How To Change Up The ‘Love’ Celebration On Valentine’s Day
Of all the big holidays celebrated, Valentine’s Day is my least favorite. Perhaps this sounds a bit jaded, but I don’t think I’m the only one who thinks this way. After all, it’s supposed to be a day to show your romantic love and admiration, right? If this is true why is it a holiday so many people love to hate?
Despite a poll which suggest a 4% decrease in people celebrating Valentine’s Day, according to Business Insider February 12, 2019, Americans were predicted to spend over $20.7 billion dollars on candy hearts, chocolates, cards, flowers and jewelry. This is an increase in spending from the one prior, all to express love’s admiration.
For a holiday derived from the vestiges of the Roman festival of Lupercalia, a fertility rite which included whipping women with animal entrails, then pairing them off with men by lottery to the brutal martyrdom of Saint Valentine for having secretly married couples to spare the husbands from war, how in the heck did this dark, violent origin evolve into the celebration of love we know today?
The Pressure Goes Back To Elementary School
Remember your own Valentine’s Day origin? Go back to elementary school and the pressures of making that perfect Valentine’s box. After all your hard work, were you the kid who received one or two, maybe no Valentine cards? Was it because your Valentine box just wasn’t worthy? It wasn’t your fault.
Maybe your parent’s were working a second shift that evening and couldn’t help you with the project, or maybe you just weren’t that artistic.
Perhaps you grew up in a family on a tight budget and had to prioritize putting food on the table or paying the heating bill instead of buying the necessary construction paper, markers and cards. Maybe you weren’t that popular.
I’m going to go out on a limb and assume that some of you might consider me a bit cynic and not much of a romantic. This would not be true. I am steeply-vested in the mythical notion that though I toil, someday my prince will come. And I will live, happily ever after.
My Pollyanna viewpoint on this construct has matured with age, but it still holds some validity. Over the years, I’ve met plenty of dour Aunt Polly’s who have tried to wise me up to the ways of the world. At times, I have become very much like the disheartened town folk who challenged cheerful Pollyanna’s upbeat attitude in the ways of love.
Despite my own trials, I still maintain a sense of romantic love. I just don’t agree with the current cultural practices surrounding a specific calendar day really captures that essence. To me, it’s used as another excuse to separates the, “have’s,” from the have not’s.”

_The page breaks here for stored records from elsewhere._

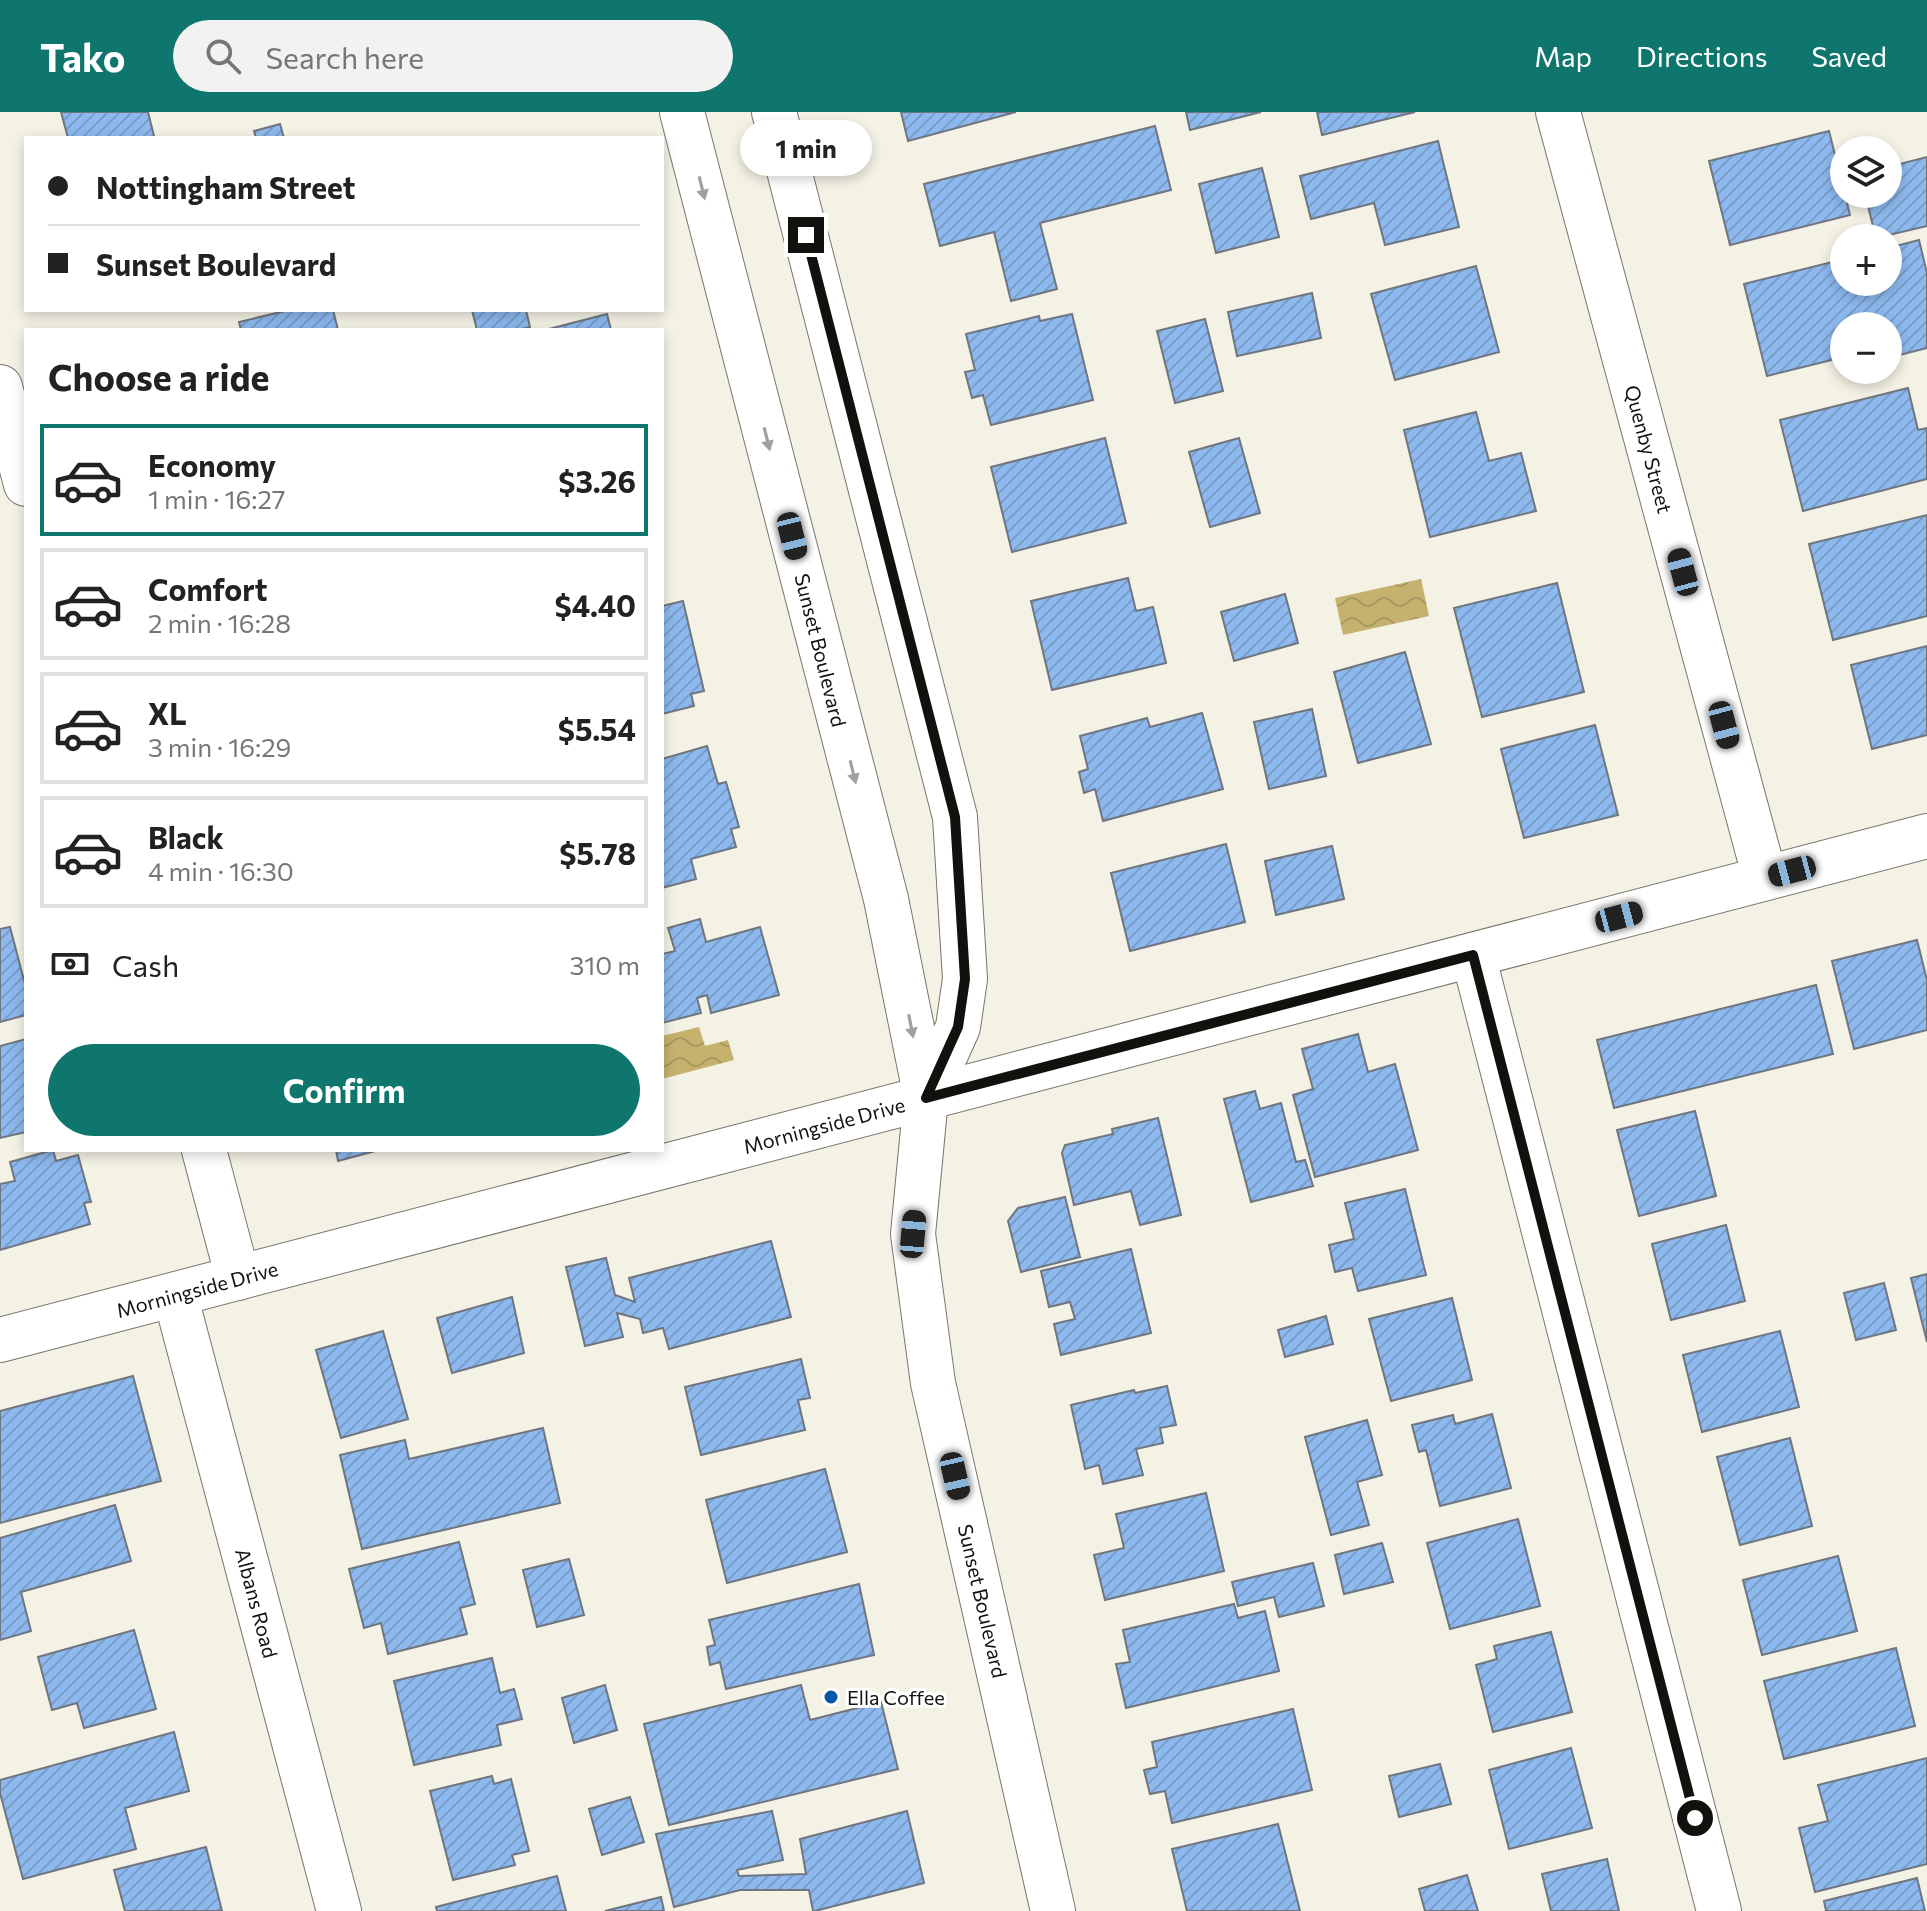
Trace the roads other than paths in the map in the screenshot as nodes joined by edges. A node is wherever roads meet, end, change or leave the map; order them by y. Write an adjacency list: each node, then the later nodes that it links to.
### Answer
1 (682, 112): 9 (street, Sunset Boulevard, one-way to 9)
2 (774, 112): 9 (street, Sunset Boulevard)
3 (1558, 112): 7 (street, Quenby Street)
4 (0, 387): 5 (street)
5 (24, 477)
6 (1927, 836): 7 (street, Morningside Drive)
7 (1765, 878): 8 (street, Morningside Drive)
8 (1473, 955): 9 (street, Morningside Drive); 16 (street)
9 (926, 1098): 11 (street, Morningside Drive); 15 (street, Sunset Boulevard)
10 (205, 1152): 11 (street)
11 (238, 1278): 12 (street, Morningside Drive)
12 (175, 1295): 13 (street, Morningside Drive); 14 (street, Albans Road)
13 (0, 1340)
14 (339, 1911)
15 (1053, 1911)
16 (1719, 1911)

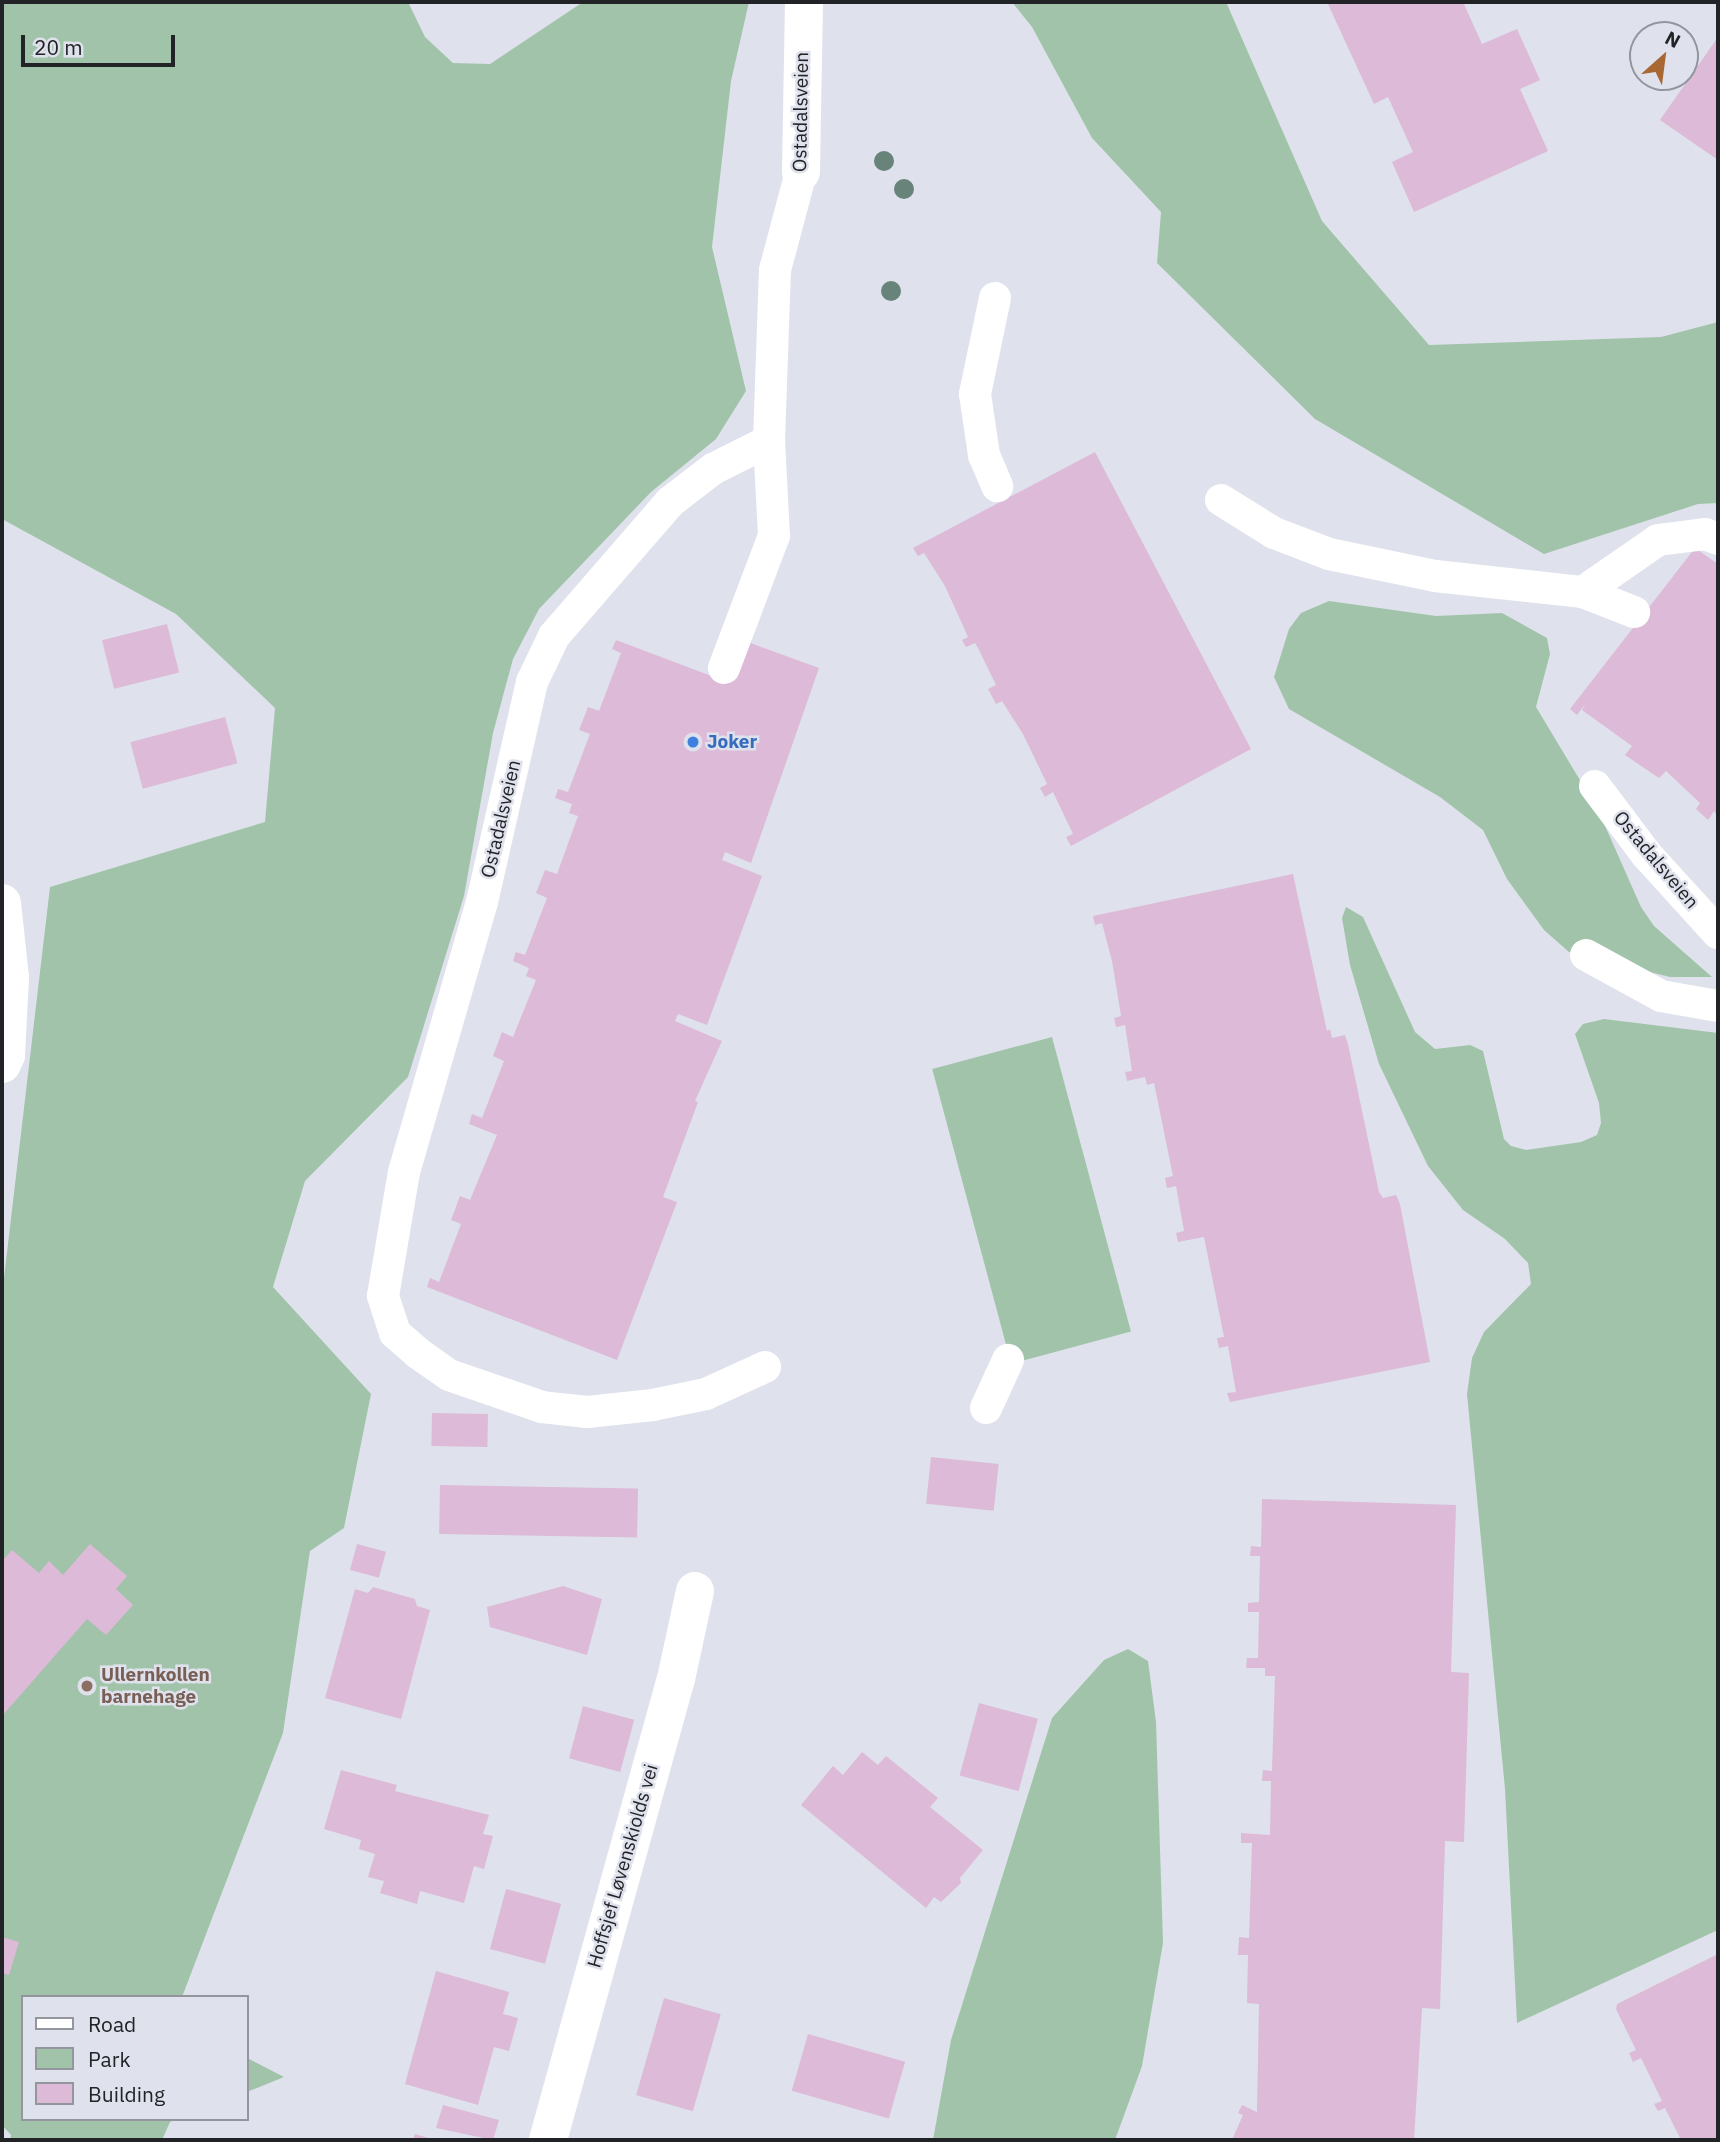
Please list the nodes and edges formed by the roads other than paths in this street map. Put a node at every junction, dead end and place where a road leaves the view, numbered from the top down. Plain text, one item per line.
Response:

How To Show Love On Valentine’s Day
In a world where the lack of diversity, equity, inclusion and various “isms” are an everyday manifestation, perhaps it’s time to look at ways in which we could change up the love.
What if, instead of responding to commercials that persuade us into spending money we don’t have, we celebrated the day of love by reaching out to someone who doesn’t feel loved? It could be someone close to us, but it could also be a stranger.
We could volunteer at a food shelter, or visit someone infirmed. We could spend a day in a classroom with a child who suffer from anxiety, fear, and exclusion due to a host of emotional and mental health concerns impeding them from interacting socially and bridge the gap to include them. For those who are single, what if we focused the day on self-love and self-appreciation?
I am not professing there is a right or wrong way to celebrate Valentine’s Day. These are simply musings on the concepts of love. However you choose to spend Valentine’s Day, I hope your is a day filled with the countless acts of love we demonstrate to our significant other, family, and friend’s in our day to day life.
It is a blessing to let them know how much we love and appreciate them. To all my blog readers, I count you as a blessing and you are all my Valentine!